More serious red flags include:
- prior reports that do not agree to the ledger
- old SARS notices that were not explained
- VAT or payroll balances with no support
- debtors and creditors that appear stale or unreliable
- no clear trail for journals posted before handover
- missing prior-year financial statements or tax submissions
These red flags do not mean the relationship will fail. They mean the first month should focus on control and cleanup before management relies too heavily on new reports.
What the owner should not expect immediately
The first 30 days should improve clarity, but it may not fix every historic issue.
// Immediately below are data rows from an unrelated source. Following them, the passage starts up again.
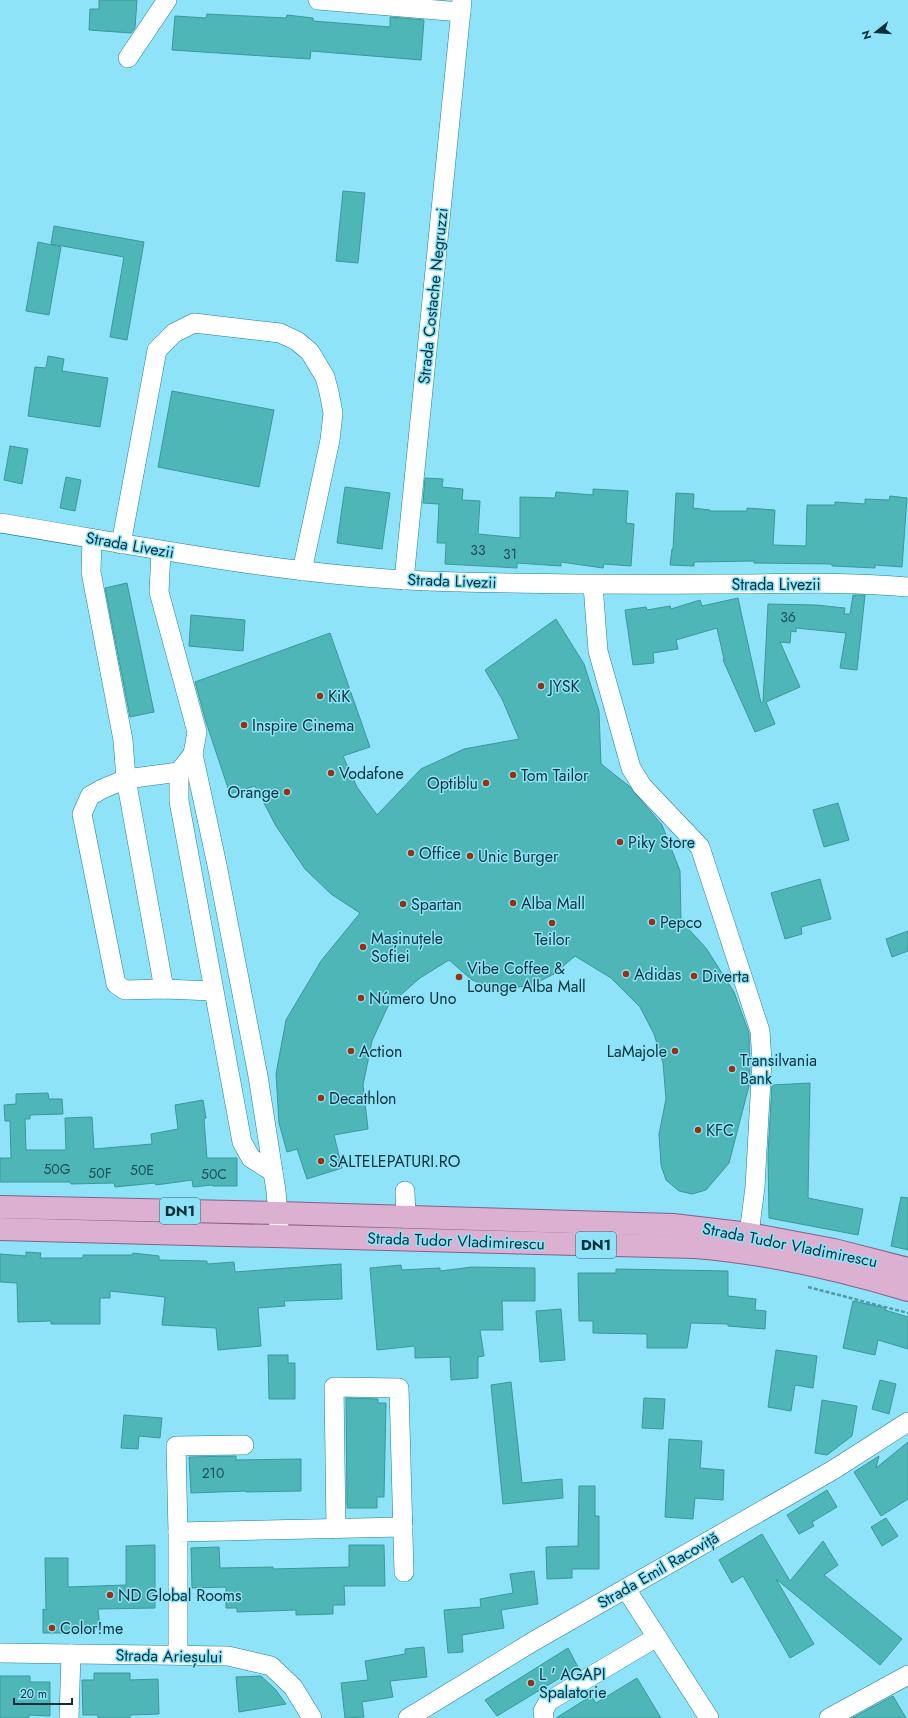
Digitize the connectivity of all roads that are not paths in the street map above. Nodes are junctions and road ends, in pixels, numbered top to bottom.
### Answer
1 (167, 0) edge
2 (318, 0) edge
3 (461, 6) edge
4 (128, 58) dead end
5 (0, 524) edge
6 (92, 539) junction
7 (121, 544) junction
8 (161, 551) junction
9 (302, 571) junction
10 (404, 580) junction
11 (593, 585) junction
12 (908, 587) edge
13 (193, 754) junction
14 (179, 772) junction
15 (126, 779) junction
16 (164, 989) junction
17 (213, 991) junction
18 (273, 1172) junction
19 (405, 1191) dead end
20 (0, 1207) edge
21 (278, 1213) junction
22 (406, 1218) junction
23 (0, 1229) edge
24 (749, 1234) junction
25 (279, 1236) junction
26 (908, 1269) edge
27 (908, 1290) edge
28 (908, 1422) edge
29 (244, 1445) dead end
30 (403, 1527) junction
31 (336, 1529) junction
32 (178, 1532) junction
33 (404, 1572) dead end
34 (626, 1589) junction
35 (657, 1637) junction
36 (0, 1653) edge
37 (71, 1654) junction
38 (178, 1655) junction
39 (908, 1675) edge
40 (69, 1718) edge
41 (312, 1718) edge
42 (408, 1718) edge
43 (544, 1718) edge
44 (709, 1718) edge
45 (829, 1718) edge

1 - 4 street
2 - 3 street, Strada Costache Negruzzi
3 - 10 street, Strada Costache Negruzzi
5 - 6 street, Strada Livezii
6 - 7 street, Strada Livezii
6 - 15 street
7 - 8 street, Strada Livezii
7 - 9 street
8 - 9 street, Strada Livezii
8 - 13 street
9 - 10 street, Strada Livezii
10 - 11 street, Strada Livezii
11 - 12 street, Strada Livezii
11 - 24 street
13 - 14 street
13 - 18 street
14 - 15 street
14 - 17 street
15 - 16 street
15 - 16 street
16 - 17 street
17 - 18 street
18 - 21 street
19 - 22 street
20 - 21 main road, Strada Tudor Vladimirescu / DN1
21 - 22 main road, Strada Tudor Vladimirescu / DN1
21 - 25 street
22 - 24 main road, Strada Tudor Vladimirescu / DN1
23 - 25 main road, Strada Tudor Vladimirescu / DN1
24 - 26 main road, Strada Tudor Vladimirescu / DN1
25 - 27 main road, Strada Tudor Vladimirescu / DN1
28 - 34 street, Strada Emil Racoviță
29 - 32 street
30 - 31 street
30 - 31 street
30 - 33 street
31 - 32 street
32 - 38 street
34 - 35 street
34 - 42 street, Strada Emil Racoviță
35 - 43 street
35 - 44 street
36 - 37 street, Strada Arieșului
37 - 38 street, Strada Arieșului
37 - 40 street
38 - 41 street, Strada Arieșului
39 - 45 street

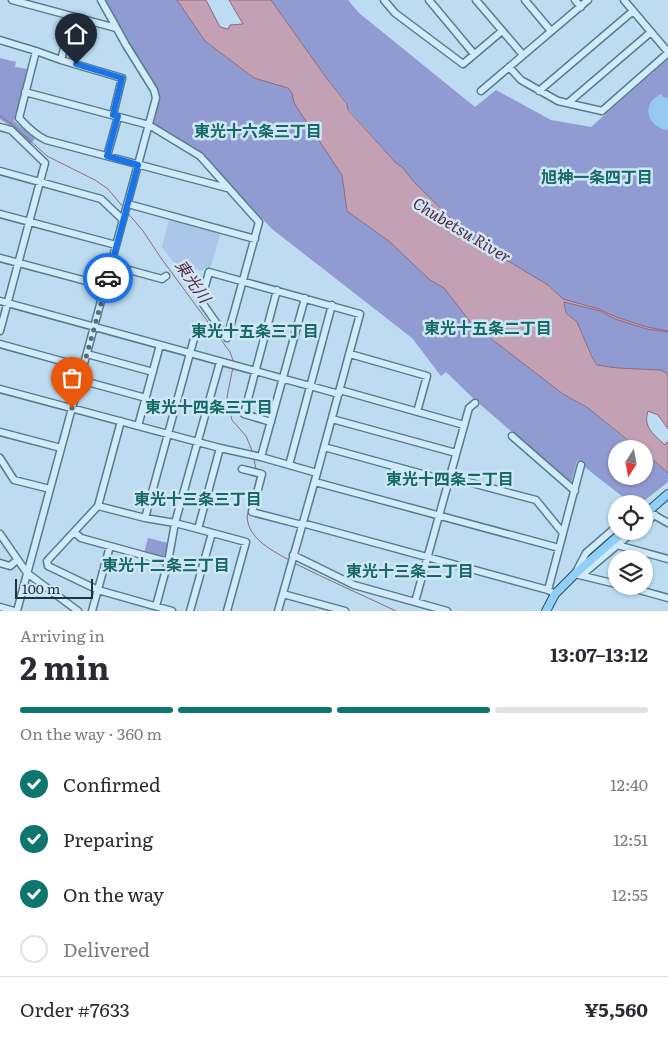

If the previous file is weak, the new accountant may need time to reconstruct balances, request missing support, and rebuild reporting confidence.
Owners should be cautious of immediate certainty. A new accountant who has not reviewed the file cannot honestly promise that all numbers are clean. A better first-month outcome is a clear view of what is known, what is unknown, and what will be addressed next.
This expectation matters because it reduces frustration. The first month is often a diagnostic period. The business is buying control, not instant perfection.
How to measure whether onboarding is working
By the end of the first month, management should be able to answer practical questions:
- Do we know who owns each monthly finance task?
- Is document flow clearer than before?
- Have high-risk balances been identified?
- Are urgent SARS or statutory issues visible?
- Do we know when the first stable reporting pack will be delivered?
If the answer is yes, onboarding is moving in the right direction even if cleanup is still in progress. If the answer is no, the relationship may already need a more structured reset.
Agree the monthly cadence before the first close
The new accountant and owner should agree the monthly cadence before the first full close begins. That cadence should cover document cut-off, bank reconciliation timing, payroll inputs where relevant, VAT review, query turnaround, report delivery, and management review.
This prevents the relationship from depending on assumptions. The owner knows when information must be supplied. The accountant knows when reports are expected. Both sides know what will delay the process.
The cadence should be realistic. A business with messy handover records may need a transitional rhythm for the first few months while cleanup is completed. That is acceptable as long as the temporary limits are clear.
Decide what old cleanup will cost in time
Historic cleanup can absorb more time than owners expect. Old debtor balances, VAT differences, payroll issues, unsupported loan accounts, or missing journals may need staged reconstruction.
The first 30 days should separate ordinary onboarding from cleanup work. Ordinary onboarding sets up access, workflow, and current-month processing. Cleanup work fixes historic weaknesses. Both may be necessary, but they should not be confused.
If cleanup is required, management should know the priority order. Tax exposure, cash-impacting balances, and reporting-critical items usually come first. Cosmetic report improvements can wait until the foundation is more reliable.
Keep communication factual
A good onboarding relationship is built on factual updates. The accountant should avoid vague reassurance, and the owner should avoid vague frustration. The file should drive the conversation.
Useful updates are specific: access received, bank reconciled to a date, VAT balance under review, payroll support outstanding, debtor ageing unreliable, management pack delayed because opening balances need confirmation. Those updates give management something to act on.
This style of communication is less dramatic, but it is far more useful. It shows whether the first month is moving toward control or merely exchanging messages.
A realistic definition of success
The first 30 days with a new accountant should not leave management with blind optimism. It should leave management with clarity.
The business should know what has been stabilised, what still needs cleanup, and how the new accounting process will run going forward. That is the real sign that onboarding is working.